::: The data :::

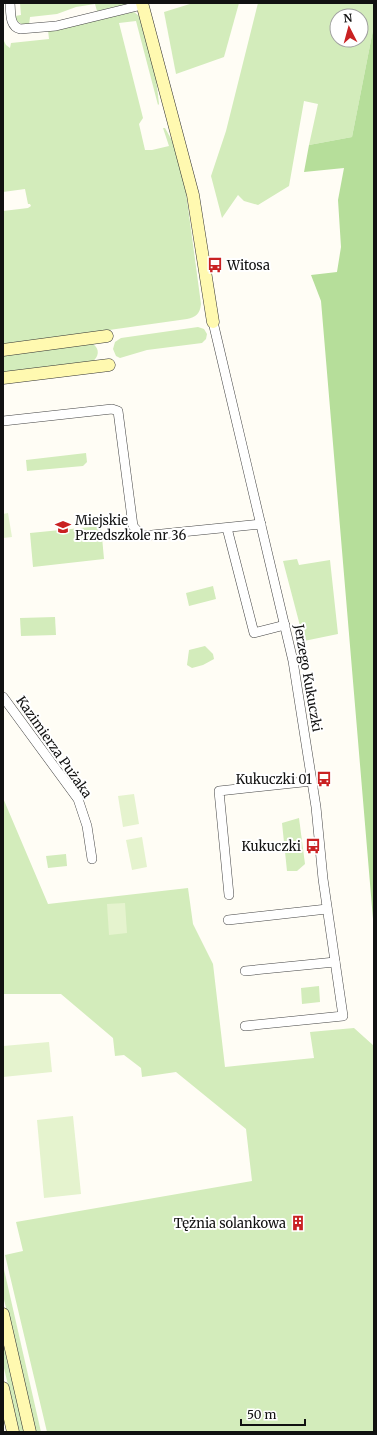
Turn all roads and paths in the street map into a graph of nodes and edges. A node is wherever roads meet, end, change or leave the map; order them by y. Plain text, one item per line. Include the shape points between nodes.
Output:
1 (10, 3) edge
2 (142, 4) edge
3 (213, 322) joint
4 (107, 336) dead end
5 (3, 350) edge
6 (109, 365) dead end
7 (3, 378) edge
8 (3, 421) edge
9 (261, 524) junction
10 (227, 528) junction
11 (285, 624) junction
12 (3, 697) edge
13 (312, 782) junction
14 (92, 859) dead end
15 (229, 895) dead end
16 (328, 908) junction
17 (228, 920) dead end
18 (335, 962) junction
19 (245, 972) dead end
20 (245, 1026) dead end
21 (3, 1314) edge
22 (3, 1388) edge
23 (13, 1432) edge
24 (30, 1432) edge

1 - 2 street via 13,24 20,29 56,26
2 - 3 street via 193,195
3 - 9 street, Jerzego Kukuczki
4 - 5 street
6 - 7 street
8 - 10 street via 112,409 118,411 133,526 142,536
9 - 10 street
9 - 11 street, Jerzego Kukuczki
10 - 11 street via 254,633
11 - 13 street, Jerzego Kukuczki
12 - 14 street, Kazimierza Pużaka via 78,799 87,826
13 - 15 street via 219,791
13 - 16 street, Jerzego Kukuczki
16 - 17 street
16 - 18 street, Jerzego Kukuczki
18 - 19 street
18 - 20 street, Jerzego Kukuczki via 343,1016
21 - 24 street
22 - 23 street

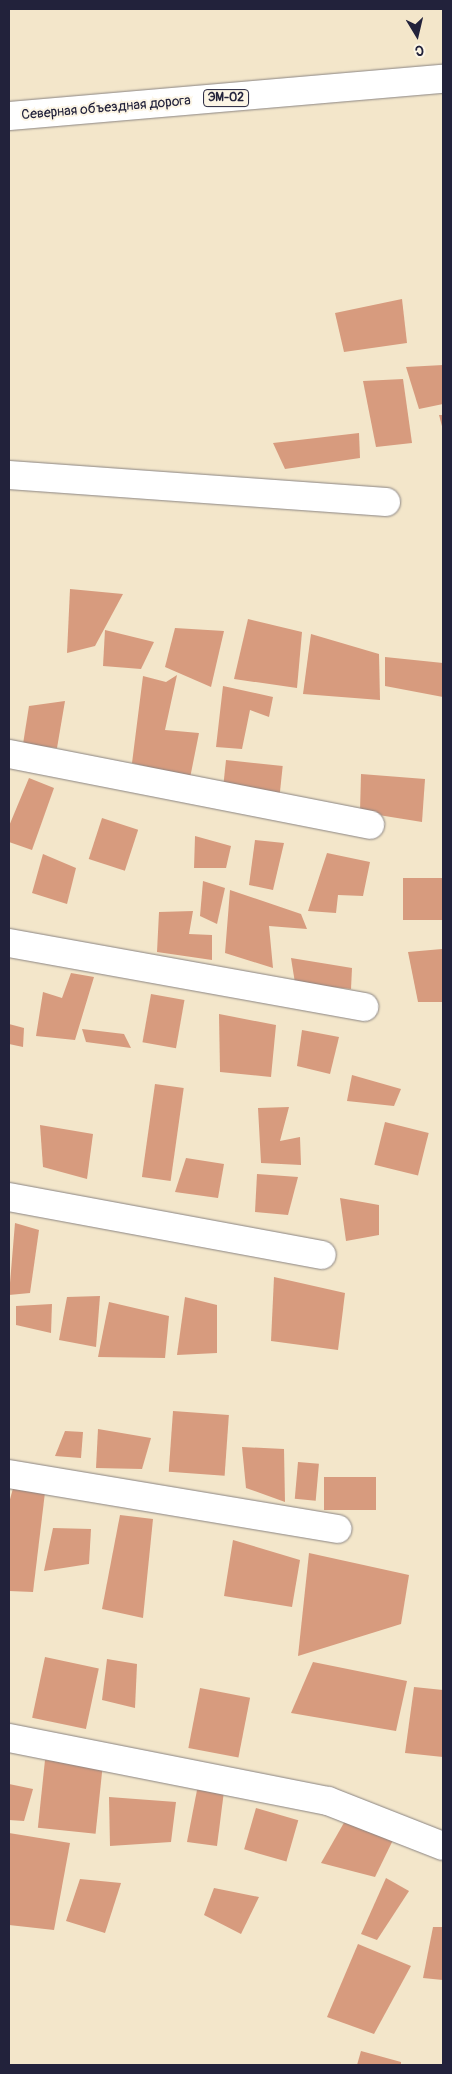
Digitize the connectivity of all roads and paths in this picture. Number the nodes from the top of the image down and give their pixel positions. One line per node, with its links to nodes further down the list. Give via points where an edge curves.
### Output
1 (443, 79): 2 (main road, Северная объездная дорога / ЭМ-02)
2 (9, 116)
3 (9, 475): 4 (main road)
4 (386, 502)
5 (9, 754): 6 (main road)
6 (370, 825)
7 (9, 943): 8 (main road)
8 (364, 1007)
9 (9, 1196): 10 (main road)
10 (322, 1255)
11 (9, 1474): 12 (main road)
12 (337, 1529)
13 (9, 1738): 14 (main road, via 328,1801)
14 (443, 1846)

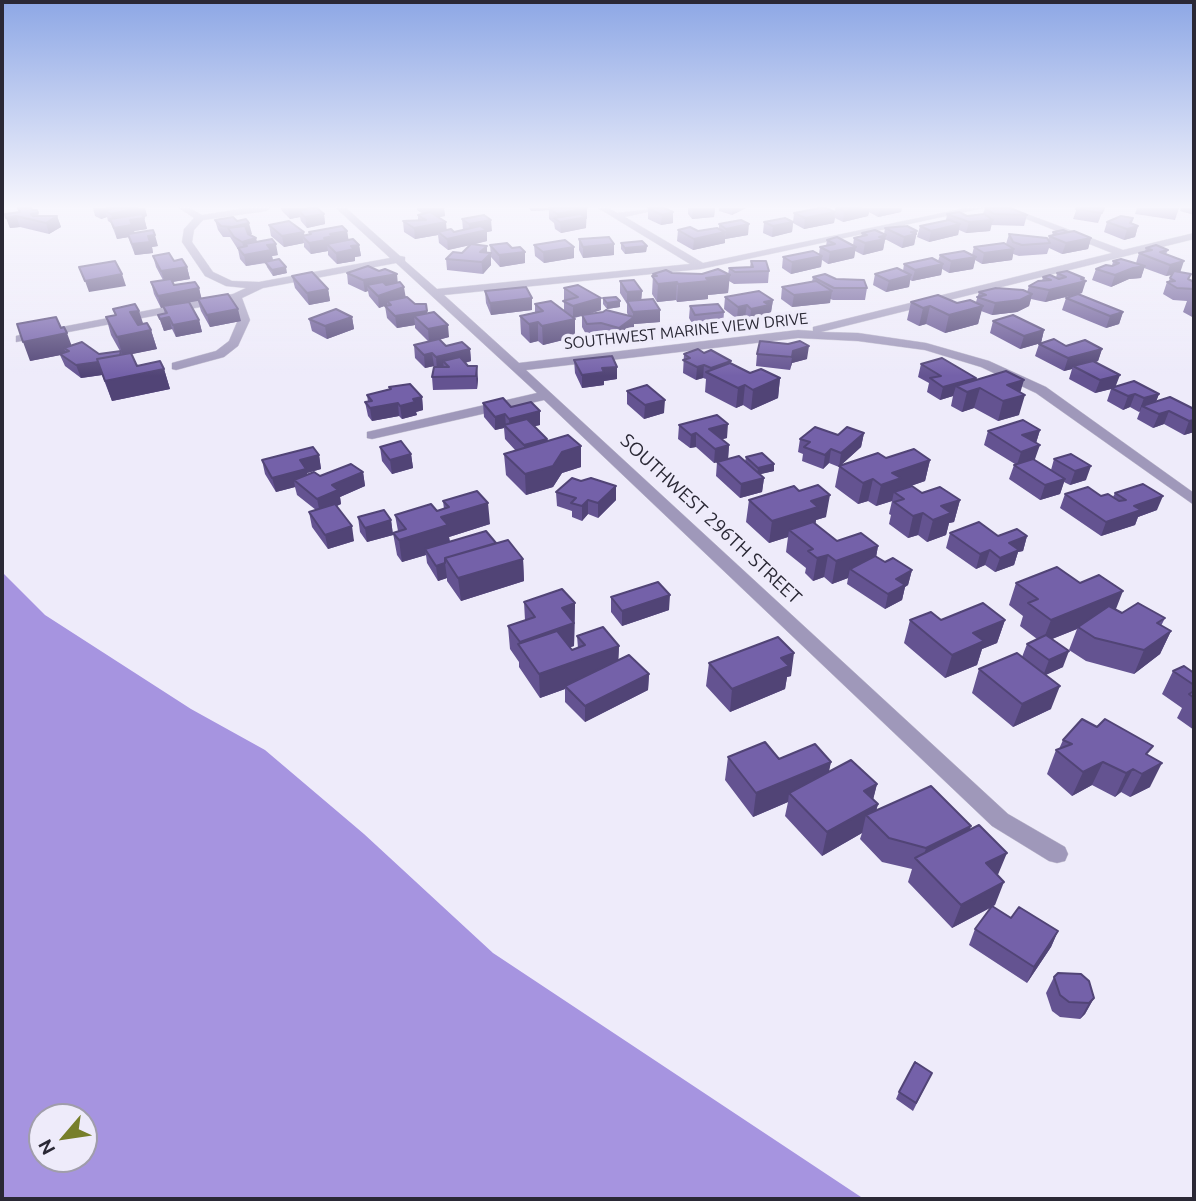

:::

• Assignment: In the copy, include no pictures; otherwise transcribe the entries exactly.

• Answer space:
Turn all roads and paths in the street map into a graph of nodes and edges. A node is wherever roads meet, end, change or leave the map; order them by y. Plain text, one item per line. Include the shape points between nodes.
Output:
1 (10, 3) edge
2 (142, 4) edge
3 (213, 322) joint
4 (107, 336) dead end
5 (3, 350) edge
6 (109, 365) dead end
7 (3, 378) edge
8 (3, 421) edge
9 (261, 524) junction
10 (227, 528) junction
11 (285, 624) junction
12 (3, 697) edge
13 (312, 782) junction
14 (92, 859) dead end
15 (229, 895) dead end
16 (328, 908) junction
17 (228, 920) dead end
18 (335, 962) junction
19 (245, 972) dead end
20 (245, 1026) dead end
21 (3, 1314) edge
22 (3, 1388) edge
23 (13, 1432) edge
24 (30, 1432) edge

1 - 2 street via 13,24 20,29 56,26
2 - 3 street via 193,195
3 - 9 street, Jerzego Kukuczki
4 - 5 street
6 - 7 street
8 - 10 street via 112,409 118,411 133,526 142,536
9 - 10 street
9 - 11 street, Jerzego Kukuczki
10 - 11 street via 254,633
11 - 13 street, Jerzego Kukuczki
12 - 14 street, Kazimierza Pużaka via 78,799 87,826
13 - 15 street via 219,791
13 - 16 street, Jerzego Kukuczki
16 - 17 street
16 - 18 street, Jerzego Kukuczki
18 - 19 street
18 - 20 street, Jerzego Kukuczki via 343,1016
21 - 24 street
22 - 23 street

Digitize the connectivity of all roads and paths in this picture. Number the nodes from the top of the image down and give their pixel positions. One line per node, with its links to nodes further down the list. Give via points where an edge curves.
### Output
1 (443, 79): 2 (main road, Северная объездная дорога / ЭМ-02)
2 (9, 116)
3 (9, 475): 4 (main road)
4 (386, 502)
5 (9, 754): 6 (main road)
6 (370, 825)
7 (9, 943): 8 (main road)
8 (364, 1007)
9 (9, 1196): 10 (main road)
10 (322, 1255)
11 (9, 1474): 12 (main road)
12 (337, 1529)
13 (9, 1738): 14 (main road, via 328,1801)
14 (443, 1846)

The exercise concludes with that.